> **Data records**:
____

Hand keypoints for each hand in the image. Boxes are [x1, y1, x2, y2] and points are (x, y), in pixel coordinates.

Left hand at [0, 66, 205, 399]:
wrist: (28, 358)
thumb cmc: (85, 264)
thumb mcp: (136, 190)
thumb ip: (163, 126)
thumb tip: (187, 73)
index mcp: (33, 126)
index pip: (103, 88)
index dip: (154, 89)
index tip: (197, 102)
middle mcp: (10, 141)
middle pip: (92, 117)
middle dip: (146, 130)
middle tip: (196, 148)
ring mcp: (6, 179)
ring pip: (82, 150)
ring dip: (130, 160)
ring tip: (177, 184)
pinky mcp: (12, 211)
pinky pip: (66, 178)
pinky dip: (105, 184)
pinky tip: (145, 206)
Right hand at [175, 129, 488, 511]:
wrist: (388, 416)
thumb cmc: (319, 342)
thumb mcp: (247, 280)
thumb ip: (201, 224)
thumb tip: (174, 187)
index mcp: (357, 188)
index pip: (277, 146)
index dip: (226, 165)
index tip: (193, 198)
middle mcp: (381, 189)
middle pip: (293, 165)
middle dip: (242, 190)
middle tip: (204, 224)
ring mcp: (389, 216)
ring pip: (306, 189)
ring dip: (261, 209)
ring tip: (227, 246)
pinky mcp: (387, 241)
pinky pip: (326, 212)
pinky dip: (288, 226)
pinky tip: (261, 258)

____

> **Task to complete**: Working from the data above, extract solely the lines from the one containing "ring tip: (177, 184)" through the one containing "index mcp: (357, 188)", exactly as they appear, both included.

> **Response area**:
ring tip: (177, 184)
pinky mcp: (12, 211)
pinky pip: (66, 178)
pinky dip: (105, 184)
pinky tip: (145, 206)
Right hand at [175, 129, 488, 511]:
wrist: (388, 416)
thumb cmc: (319, 342)
thumb mcp: (247, 280)
thumb ip: (201, 224)
thumb tip: (174, 187)
index mcp: (357, 188)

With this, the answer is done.